Il est rappelé que le secret de l'instruction de l'article 11 du Code de Procédure Pénale n'est pas opposable à la partie civile (cass.crim. 9 octobre 1978)
Un régime spécifique a été créé pour les parties civiles dont la recevabilité est contestée.
L'objectif est d'éviter que les personnes, sans rapport avec la procédure, ne se constituent abusivement partie civile, afin d'obtenir, avant d'être définitivement écartées du dossier, des copies de pièces et qu'elles seraient susceptibles de diffuser dans le public.
Dans ce cas, la transmission des pièces par l'Avocat ne pourra intervenir qu'avec l'autorisation expresse et préalable du Juge dont le silence ne vaudra pas autorisation mais refus tacite.
En cas de refus du Juge d'Instruction ou, à défaut de réponse de ce dernier dans les 5 jours ouvrables, l'Avocat peut saisir le Président de la Chambre de l'Instruction qui statue dans un délai de 5 ouvrables par décision écrite et motivée non susceptible de recours.

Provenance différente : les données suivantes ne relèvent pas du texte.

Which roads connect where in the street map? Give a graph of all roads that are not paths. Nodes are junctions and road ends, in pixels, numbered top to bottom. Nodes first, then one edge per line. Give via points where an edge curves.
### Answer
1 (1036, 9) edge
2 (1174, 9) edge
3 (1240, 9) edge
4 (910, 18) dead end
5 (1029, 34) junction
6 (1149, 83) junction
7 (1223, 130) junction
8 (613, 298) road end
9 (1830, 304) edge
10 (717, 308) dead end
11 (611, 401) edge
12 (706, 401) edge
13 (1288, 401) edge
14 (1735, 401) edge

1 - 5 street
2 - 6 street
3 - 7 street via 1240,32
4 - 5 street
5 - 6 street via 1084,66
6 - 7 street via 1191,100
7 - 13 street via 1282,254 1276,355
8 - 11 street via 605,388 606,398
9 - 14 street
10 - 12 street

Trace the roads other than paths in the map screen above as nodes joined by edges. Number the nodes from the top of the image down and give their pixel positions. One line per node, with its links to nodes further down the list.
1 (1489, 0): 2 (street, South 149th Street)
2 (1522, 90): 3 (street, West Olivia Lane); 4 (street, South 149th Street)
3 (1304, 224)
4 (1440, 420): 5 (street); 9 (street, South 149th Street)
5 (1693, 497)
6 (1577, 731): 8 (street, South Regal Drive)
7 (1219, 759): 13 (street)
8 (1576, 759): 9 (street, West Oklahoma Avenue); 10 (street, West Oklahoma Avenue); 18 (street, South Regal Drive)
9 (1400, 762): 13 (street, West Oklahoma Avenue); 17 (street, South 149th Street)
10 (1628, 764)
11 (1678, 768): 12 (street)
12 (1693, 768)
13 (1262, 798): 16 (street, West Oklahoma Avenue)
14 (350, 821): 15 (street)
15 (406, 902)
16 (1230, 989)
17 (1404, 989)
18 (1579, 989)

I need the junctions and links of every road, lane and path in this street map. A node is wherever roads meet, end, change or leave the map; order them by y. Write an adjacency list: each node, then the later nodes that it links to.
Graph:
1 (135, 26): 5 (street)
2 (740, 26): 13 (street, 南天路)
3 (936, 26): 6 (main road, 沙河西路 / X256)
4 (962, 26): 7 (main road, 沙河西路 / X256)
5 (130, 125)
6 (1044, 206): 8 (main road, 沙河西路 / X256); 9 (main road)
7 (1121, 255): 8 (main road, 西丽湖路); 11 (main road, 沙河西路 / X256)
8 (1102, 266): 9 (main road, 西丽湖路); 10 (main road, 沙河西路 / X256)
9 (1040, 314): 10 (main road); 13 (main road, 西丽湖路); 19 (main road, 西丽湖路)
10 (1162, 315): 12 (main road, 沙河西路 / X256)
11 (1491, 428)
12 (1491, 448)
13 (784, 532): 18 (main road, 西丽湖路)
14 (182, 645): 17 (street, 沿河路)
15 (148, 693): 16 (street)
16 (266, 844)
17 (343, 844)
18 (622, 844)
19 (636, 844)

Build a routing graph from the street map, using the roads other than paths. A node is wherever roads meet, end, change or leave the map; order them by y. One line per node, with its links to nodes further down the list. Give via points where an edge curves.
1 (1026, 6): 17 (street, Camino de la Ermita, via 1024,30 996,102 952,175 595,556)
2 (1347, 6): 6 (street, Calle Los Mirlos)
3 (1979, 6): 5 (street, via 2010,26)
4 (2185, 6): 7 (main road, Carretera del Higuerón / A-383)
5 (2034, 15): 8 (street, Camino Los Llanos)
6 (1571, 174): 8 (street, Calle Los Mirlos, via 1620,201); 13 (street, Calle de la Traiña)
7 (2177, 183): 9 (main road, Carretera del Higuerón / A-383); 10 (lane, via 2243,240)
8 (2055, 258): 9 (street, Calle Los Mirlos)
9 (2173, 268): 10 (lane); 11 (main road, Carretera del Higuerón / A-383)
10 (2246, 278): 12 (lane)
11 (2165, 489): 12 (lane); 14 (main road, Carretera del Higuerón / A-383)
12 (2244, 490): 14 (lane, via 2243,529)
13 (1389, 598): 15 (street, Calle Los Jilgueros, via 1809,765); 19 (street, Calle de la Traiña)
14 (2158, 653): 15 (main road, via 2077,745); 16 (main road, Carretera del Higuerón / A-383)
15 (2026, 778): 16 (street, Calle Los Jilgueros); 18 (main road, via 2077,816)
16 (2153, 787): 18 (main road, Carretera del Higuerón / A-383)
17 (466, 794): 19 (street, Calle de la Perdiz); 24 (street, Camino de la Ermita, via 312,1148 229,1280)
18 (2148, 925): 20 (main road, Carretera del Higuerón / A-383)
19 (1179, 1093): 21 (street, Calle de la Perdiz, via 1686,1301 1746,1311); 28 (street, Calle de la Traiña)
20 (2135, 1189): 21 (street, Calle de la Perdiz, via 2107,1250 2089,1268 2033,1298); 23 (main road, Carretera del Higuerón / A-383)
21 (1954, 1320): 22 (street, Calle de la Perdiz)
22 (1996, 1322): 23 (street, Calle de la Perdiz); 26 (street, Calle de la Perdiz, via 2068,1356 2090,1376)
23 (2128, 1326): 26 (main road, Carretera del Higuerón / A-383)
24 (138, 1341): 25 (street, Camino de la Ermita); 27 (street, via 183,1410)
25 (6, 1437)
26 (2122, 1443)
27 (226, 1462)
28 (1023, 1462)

Cette situation prendra fin dès que la situation juridique de la partie civile sera définitivement réglée :
- si la partie civile est déclarée recevable, le régime général posé par l'article 114 devra lui être appliqué.
- si elle est déclarée irrecevable, elle n'aura plus aucun droit (de même d'ailleurs que son avocat) à connaître le contenu de la procédure.